I am working on C++ Kafka client: librdkafka. The lib is here https://github.com/edenhill/librdkafka/blob/master/examples/rdkafka_example.cpp. My program is writing 2000000 messages to the broker. During this process, I restarted the broker. Sometimes, no messages failed to be delivered to broker. Some times about 100,000 messages failed to be delivered to broker. queue.buffering.max.messages=100000. It seems that all the messages in the out queue were lost? The error is RdKafka::Message delivery report: Local: Unknown partition.
I found new problems:(1) sometimes, about 200 messages are sent to broker twice.(2) Sometimes, a message was sent to broker already, but the dr_cb() is called. It told me that this message failed to be delivered to broker. I am trying to figure out whether it is the problem of broker or the client. Anyone has similar problems? In fact, I need reliable transmission and delivery reports between client and broker server. I am considering using C client now. Not sure whether this problem will happens again...
The log of broker is:
[2015-07-21 17:48:33,471] INFO 0 successfully elected as leader (kafka.server.ZookeeperLeaderElector)

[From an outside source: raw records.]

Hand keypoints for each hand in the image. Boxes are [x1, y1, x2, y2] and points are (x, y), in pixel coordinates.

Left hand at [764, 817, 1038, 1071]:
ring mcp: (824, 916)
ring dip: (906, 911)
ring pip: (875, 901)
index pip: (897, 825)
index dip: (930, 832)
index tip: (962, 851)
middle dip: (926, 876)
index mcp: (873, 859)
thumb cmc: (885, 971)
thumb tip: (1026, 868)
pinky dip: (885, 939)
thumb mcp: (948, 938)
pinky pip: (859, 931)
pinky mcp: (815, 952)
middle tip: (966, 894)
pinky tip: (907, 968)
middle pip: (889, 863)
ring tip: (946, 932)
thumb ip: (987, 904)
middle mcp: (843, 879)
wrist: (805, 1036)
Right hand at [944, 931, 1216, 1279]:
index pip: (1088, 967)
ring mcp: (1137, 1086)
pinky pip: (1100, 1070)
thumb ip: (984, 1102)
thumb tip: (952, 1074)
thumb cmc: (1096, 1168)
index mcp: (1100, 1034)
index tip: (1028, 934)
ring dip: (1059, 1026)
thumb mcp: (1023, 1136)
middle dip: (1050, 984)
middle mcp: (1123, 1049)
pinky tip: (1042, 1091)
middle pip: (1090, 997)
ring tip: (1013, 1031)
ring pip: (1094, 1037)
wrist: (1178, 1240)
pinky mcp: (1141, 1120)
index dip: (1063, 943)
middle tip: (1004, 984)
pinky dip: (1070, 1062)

[2015-07-21 17:48:33,717] INFO New leader is 0 (kafka.server.ZookeeperLeaderElector$LeaderChangeListener)
[2015-07-21 17:48:33,718] ERROR [KafkaApi-0] error when handling request Name: TopicMetadataRequest; Version: 0; CorrelationId: 5017; ClientId: rdkafka; Topics: test (kafka.server.KafkaApis) kafka.admin.AdminOperationException: replication factor: 1 larger than available brokers: 0 at kafka.admin.AdminUtils$.assignReplicasToBrokers(AdminUtils.scala:70) at kafka.admin.AdminUtils$.createTopic(AdminUtils.scala:171) at kafka.server.KafkaApis$$anonfun$19.apply(KafkaApis.scala:520) at kafka.server.KafkaApis$$anonfun$19.apply(KafkaApis.scala:503) at scala.collection.TraversableLike$$anonfun$map$1.apply(TraversableLike.scala:194) at scala.collection.TraversableLike$$anonfun$map$1.apply(TraversableLike.scala:194) at scala.collection.immutable.Set$Set1.foreach(Set.scala:86) at scala.collection.TraversableLike$class.map(TraversableLike.scala:194) at scala.collection.immutable.Set$Set1.scala$collection$SetLike$$super$map(Set.scala:73) at scala.collection.SetLike$class.map(SetLike.scala:93) at scala.collection.immutable.Set$Set1.map(Set.scala:73) at kafka.server.KafkaApis.getTopicMetadata(KafkaApis.scala:503) at kafka.server.KafkaApis.handleTopicMetadataRequest(KafkaApis.scala:542) at kafka.server.KafkaApis.handle(KafkaApis.scala:62) at kafka.server.KafkaRequestHandler.run(KafkaRequestHandler.scala:59) at java.lang.Thread.run(Thread.java:745)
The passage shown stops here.